Professional Experience: 4+ years of software development experience focused on core infrastructure with an emphasis on operational excellence.
System Design Expertise: 2+ years of experience in system design or architecture, including reliability and scaling of new and existing systems.
SRE / Operational Experience: 1+ year of being operationally responsible for production-grade Ceph clusters.
Educational Background: Bachelor’s degree in Computer Science or equivalent practical experience.
What We Value
Ceph & Rook Expertise: Practical, hands-on experience managing Ceph storage solutions, with a deep understanding of its architecture and operational nuances, ideally using Rook.
Automation Proficiency: Strong skills in infrastructure automation tools such as Terraform, Kubernetes Operators, and with coding proficiency in Go, Java, or equivalent.
Systems Programming: Experience in systems programming with proficiency in Go, Rust, C/C++, or equivalent languages.
Hardware and OS Knowledge: Deep familiarity with hardware configurations, operating systems, and diagnostic tools.
Networking Fundamentals: Solid understanding of networking principles, with experience in CNIs or cloud networking infrastructure preferred.
On-premises Data Centre Experience: Experience working with on-premises hardware, or as sysadmin/SRE in data centres.
Core Responsibilities
Manage Ceph at Scale: Design, deploy, and maintain Ceph storage solutions across diverse hardware environments, ensuring high availability and performance under challenging constraints.

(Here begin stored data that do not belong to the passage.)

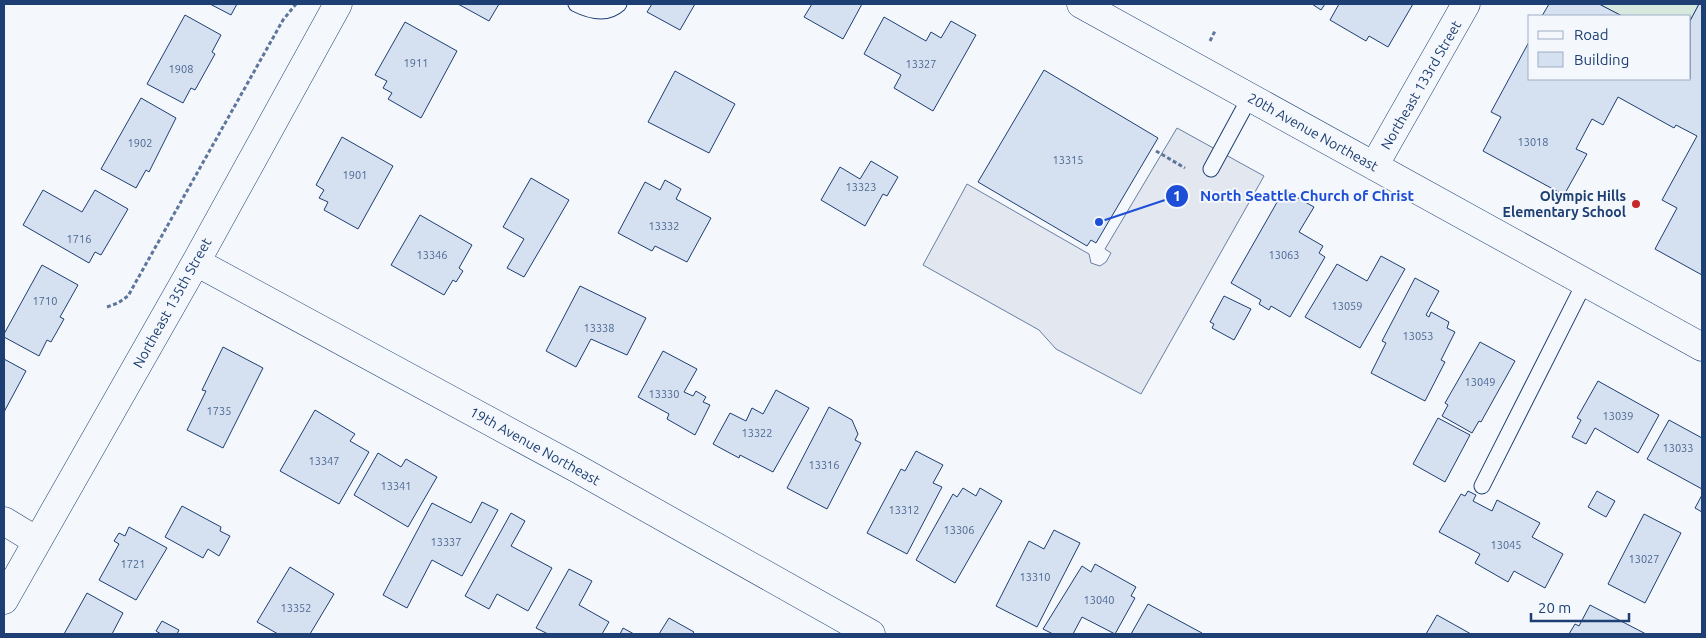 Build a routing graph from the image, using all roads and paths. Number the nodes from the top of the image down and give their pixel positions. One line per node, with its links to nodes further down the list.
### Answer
1 (296, 4): 14 (path)
2 (338, 4): 12 (street, Northeast 135th Street)
3 (576, 4): 4 (lane)
4 (619, 4)
5 (1081, 4): 7 (street, 20th Avenue Northeast)
6 (1466, 4): 9 (street, Northeast 133rd Street)
7 (1250, 97): 9 (street, 20th Avenue Northeast); 11 (lane)
8 (1156, 151): 10 (path)
9 (1374, 166): 13 (street, 20th Avenue Northeast)
10 (1185, 168)
11 (1211, 169)
12 (196, 262): 18 (street, Northeast 135th Street); 20 (street, 19th Avenue Northeast)
13 (1585, 282): 15 (street, 20th Avenue Northeast); 16 (lane)
14 (107, 307)
15 (1702, 347)
16 (1482, 486)
17 (4, 521): 18 (street)
18 (37, 540): 19 (street, Northeast 135th Street)
19 (4, 600)
20 (871, 634)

Automate Deployments: Develop and implement automation strategies for managing multiple Ceph deployments, reducing manual intervention and enhancing operational efficiency using world-class tooling.
Innovate and Contribute: Drive the adoption of novel features and tools within the Ceph and CNCF ecosystems, contributing upstream as necessary to improve the broader community.
Engage with Communities: Actively participate in the Ceph developer community and the CNCF, sharing insights and collaborating on open-source projects.
Infrastructure Excellence: Collaborate with the team to design and build the next generation of Palantir’s infrastructure, focusing on systems that are scalable, stable, and secure.